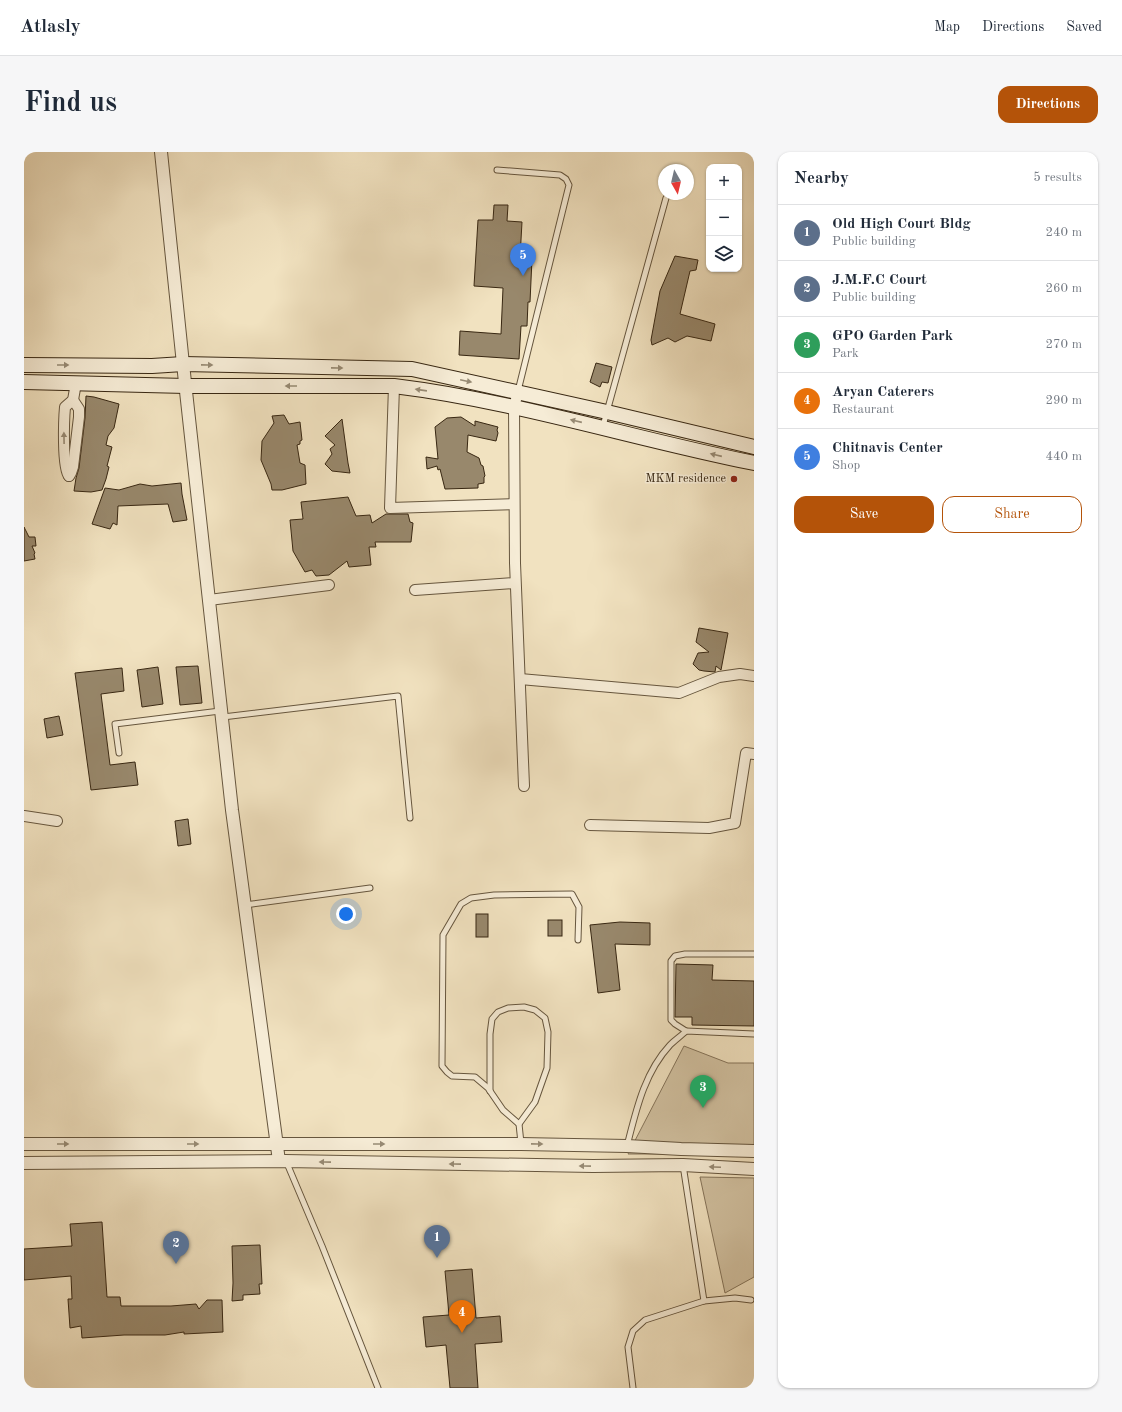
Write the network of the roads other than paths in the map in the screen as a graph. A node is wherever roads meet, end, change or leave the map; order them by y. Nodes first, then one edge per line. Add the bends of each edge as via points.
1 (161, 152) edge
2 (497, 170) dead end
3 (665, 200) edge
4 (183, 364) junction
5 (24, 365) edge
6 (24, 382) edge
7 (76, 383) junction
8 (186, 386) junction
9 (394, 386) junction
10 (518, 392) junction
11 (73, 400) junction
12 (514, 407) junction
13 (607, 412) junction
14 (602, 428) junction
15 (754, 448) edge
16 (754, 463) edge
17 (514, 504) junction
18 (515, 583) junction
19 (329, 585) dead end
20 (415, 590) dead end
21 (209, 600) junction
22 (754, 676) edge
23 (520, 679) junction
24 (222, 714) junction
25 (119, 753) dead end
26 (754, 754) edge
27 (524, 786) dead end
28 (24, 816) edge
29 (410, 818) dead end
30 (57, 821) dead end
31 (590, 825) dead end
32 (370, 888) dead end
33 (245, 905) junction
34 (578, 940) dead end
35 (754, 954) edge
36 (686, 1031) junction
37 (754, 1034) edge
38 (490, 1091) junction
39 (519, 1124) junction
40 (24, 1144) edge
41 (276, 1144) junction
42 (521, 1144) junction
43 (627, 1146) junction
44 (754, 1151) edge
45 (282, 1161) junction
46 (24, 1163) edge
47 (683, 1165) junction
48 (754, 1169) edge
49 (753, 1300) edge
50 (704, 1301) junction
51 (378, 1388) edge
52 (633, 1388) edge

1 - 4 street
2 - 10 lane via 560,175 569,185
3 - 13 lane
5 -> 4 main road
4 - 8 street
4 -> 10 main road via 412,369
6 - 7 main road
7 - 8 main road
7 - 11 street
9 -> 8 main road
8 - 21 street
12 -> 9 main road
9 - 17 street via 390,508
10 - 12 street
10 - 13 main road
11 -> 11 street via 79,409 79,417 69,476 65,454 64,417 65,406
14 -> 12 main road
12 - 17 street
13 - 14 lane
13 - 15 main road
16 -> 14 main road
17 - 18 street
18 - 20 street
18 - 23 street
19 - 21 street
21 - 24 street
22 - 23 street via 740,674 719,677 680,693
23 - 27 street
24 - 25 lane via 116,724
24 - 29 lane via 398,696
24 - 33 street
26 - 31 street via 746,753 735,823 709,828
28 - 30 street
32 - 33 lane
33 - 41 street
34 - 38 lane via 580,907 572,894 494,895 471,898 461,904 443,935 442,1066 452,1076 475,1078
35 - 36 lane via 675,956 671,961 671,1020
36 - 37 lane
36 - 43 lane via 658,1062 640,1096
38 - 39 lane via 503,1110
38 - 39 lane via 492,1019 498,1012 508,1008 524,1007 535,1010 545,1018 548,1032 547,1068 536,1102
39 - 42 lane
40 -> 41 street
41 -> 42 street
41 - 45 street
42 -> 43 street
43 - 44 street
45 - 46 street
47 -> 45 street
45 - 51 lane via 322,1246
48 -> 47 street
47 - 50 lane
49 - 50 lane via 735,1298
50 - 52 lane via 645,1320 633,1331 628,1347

==

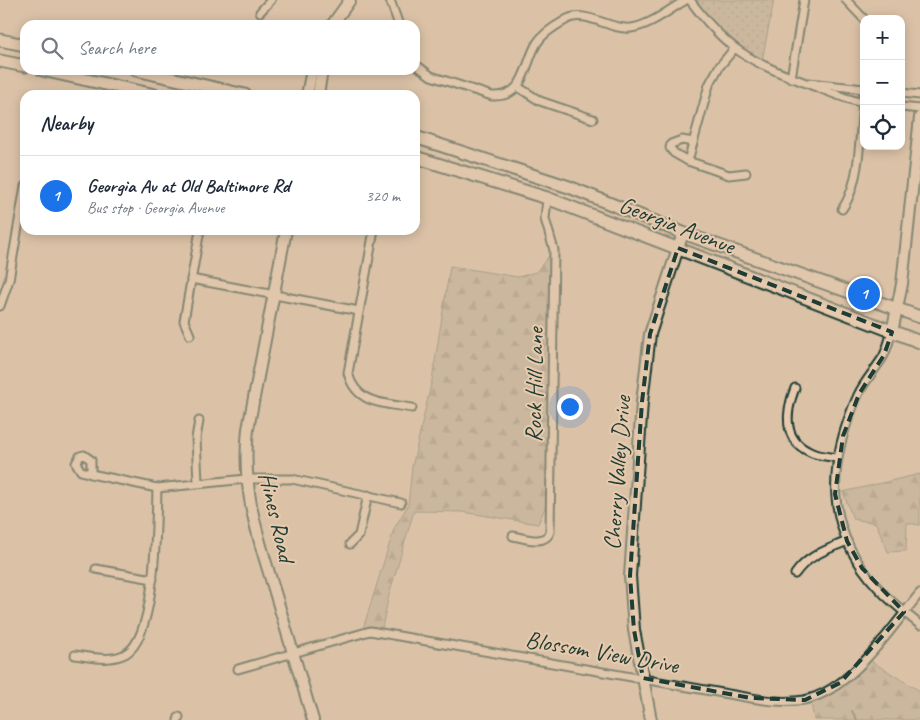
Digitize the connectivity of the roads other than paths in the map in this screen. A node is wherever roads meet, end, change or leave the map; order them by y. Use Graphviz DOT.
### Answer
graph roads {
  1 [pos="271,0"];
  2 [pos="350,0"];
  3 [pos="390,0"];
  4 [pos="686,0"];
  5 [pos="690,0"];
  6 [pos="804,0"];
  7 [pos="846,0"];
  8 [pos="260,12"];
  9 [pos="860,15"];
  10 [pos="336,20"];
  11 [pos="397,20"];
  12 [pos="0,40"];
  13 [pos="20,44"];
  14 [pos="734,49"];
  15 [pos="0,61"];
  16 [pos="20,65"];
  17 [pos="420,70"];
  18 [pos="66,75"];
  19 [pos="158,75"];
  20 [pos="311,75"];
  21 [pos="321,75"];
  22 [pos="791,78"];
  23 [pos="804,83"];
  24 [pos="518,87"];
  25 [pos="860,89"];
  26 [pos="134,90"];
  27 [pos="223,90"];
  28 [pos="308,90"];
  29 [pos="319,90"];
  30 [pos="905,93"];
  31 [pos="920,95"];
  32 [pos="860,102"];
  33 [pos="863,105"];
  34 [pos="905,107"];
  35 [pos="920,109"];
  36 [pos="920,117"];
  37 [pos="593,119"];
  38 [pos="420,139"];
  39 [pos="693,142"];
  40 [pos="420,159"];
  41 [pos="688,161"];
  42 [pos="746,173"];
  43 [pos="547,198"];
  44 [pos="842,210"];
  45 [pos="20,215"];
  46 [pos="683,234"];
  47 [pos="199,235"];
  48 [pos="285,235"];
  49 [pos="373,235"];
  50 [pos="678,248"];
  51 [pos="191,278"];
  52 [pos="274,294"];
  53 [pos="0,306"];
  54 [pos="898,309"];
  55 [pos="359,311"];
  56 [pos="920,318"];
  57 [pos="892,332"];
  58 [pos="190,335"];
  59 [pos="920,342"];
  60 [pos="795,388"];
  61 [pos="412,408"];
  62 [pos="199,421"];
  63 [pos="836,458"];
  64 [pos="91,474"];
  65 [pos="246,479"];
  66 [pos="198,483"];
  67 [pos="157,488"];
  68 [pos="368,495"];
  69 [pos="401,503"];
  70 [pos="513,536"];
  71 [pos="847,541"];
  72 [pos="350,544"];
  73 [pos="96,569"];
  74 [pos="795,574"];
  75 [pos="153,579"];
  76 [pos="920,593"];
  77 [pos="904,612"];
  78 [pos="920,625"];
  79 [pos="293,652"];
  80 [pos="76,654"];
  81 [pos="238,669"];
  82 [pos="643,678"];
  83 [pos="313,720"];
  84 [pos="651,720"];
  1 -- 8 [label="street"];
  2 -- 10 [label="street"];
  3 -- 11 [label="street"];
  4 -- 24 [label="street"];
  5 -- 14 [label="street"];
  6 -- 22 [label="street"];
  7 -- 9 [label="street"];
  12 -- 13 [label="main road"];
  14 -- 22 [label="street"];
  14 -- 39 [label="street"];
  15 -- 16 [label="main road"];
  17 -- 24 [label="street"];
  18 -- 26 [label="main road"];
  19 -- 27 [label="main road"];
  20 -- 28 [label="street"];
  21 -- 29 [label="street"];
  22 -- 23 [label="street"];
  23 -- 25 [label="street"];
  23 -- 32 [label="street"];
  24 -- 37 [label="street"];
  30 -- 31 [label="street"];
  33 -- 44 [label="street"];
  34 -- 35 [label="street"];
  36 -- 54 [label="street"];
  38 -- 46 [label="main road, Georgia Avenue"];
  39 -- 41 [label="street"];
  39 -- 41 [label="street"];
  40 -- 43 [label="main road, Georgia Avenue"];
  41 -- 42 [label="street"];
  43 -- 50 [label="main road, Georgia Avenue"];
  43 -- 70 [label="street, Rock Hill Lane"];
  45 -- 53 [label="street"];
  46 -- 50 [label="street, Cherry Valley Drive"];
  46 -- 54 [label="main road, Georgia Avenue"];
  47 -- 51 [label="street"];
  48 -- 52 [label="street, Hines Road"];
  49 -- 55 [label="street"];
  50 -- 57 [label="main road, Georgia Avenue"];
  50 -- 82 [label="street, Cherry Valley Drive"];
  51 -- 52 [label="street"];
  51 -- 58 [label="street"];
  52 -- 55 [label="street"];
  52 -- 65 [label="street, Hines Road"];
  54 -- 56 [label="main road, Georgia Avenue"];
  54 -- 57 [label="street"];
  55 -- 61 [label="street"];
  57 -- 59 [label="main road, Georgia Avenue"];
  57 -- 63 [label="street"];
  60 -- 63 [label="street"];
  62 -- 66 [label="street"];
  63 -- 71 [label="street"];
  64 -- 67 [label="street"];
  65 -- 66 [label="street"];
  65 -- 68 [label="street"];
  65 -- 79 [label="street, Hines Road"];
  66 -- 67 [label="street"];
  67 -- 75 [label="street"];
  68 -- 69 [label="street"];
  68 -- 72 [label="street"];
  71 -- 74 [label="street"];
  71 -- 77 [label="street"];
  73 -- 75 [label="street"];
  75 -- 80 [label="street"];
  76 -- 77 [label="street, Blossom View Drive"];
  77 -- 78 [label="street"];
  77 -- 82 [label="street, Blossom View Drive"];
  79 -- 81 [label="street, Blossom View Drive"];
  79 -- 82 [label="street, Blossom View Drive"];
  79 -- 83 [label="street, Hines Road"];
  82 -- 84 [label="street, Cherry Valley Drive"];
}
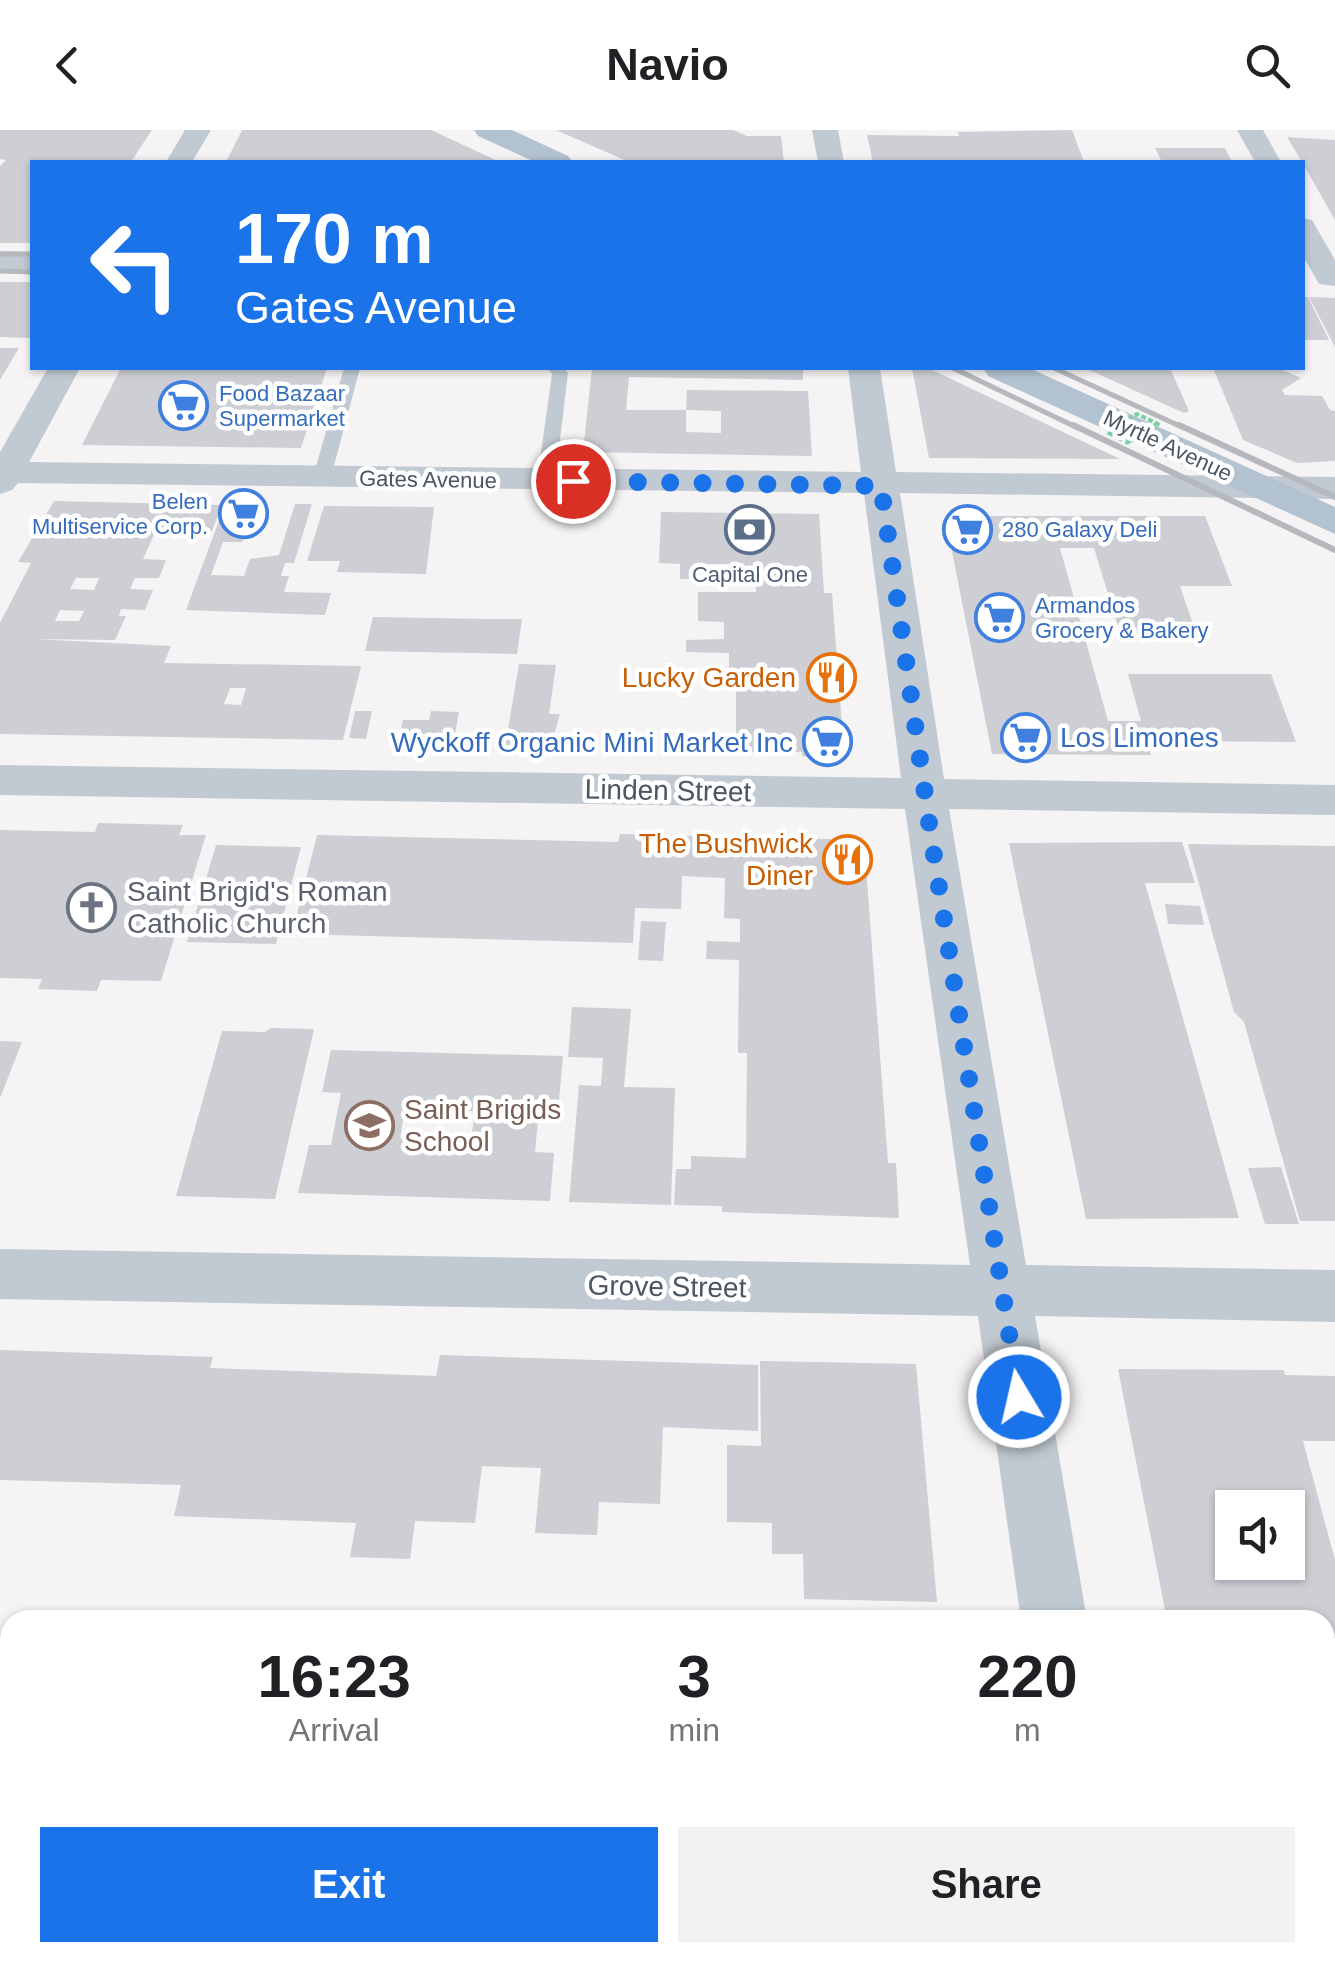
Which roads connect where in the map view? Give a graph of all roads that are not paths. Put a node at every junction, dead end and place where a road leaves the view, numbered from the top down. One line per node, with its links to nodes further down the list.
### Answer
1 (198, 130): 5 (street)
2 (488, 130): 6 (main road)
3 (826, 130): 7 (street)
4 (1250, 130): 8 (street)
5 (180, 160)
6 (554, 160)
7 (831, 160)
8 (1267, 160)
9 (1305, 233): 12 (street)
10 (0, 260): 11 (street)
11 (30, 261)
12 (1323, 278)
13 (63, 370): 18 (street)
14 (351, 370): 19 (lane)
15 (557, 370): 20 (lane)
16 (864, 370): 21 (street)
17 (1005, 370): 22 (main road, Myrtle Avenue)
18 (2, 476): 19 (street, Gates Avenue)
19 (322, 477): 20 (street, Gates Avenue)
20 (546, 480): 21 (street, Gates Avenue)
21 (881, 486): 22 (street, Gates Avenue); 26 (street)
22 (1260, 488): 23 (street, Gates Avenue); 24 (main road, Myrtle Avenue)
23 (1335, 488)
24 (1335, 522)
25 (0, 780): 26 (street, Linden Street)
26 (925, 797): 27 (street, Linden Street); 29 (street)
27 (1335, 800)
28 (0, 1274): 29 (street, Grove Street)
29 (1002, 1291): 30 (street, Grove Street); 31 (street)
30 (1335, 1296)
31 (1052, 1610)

* EXERCISE AIM: If a line above holds the word "Hines", copy it.

* ANSWER FOR THE TASK:
  48 -- 52 [label="street, Hines Road"];
  52 -- 65 [label="street, Hines Road"];
  65 -- 79 [label="street, Hines Road"];
  79 -- 83 [label="street, Hines Road"];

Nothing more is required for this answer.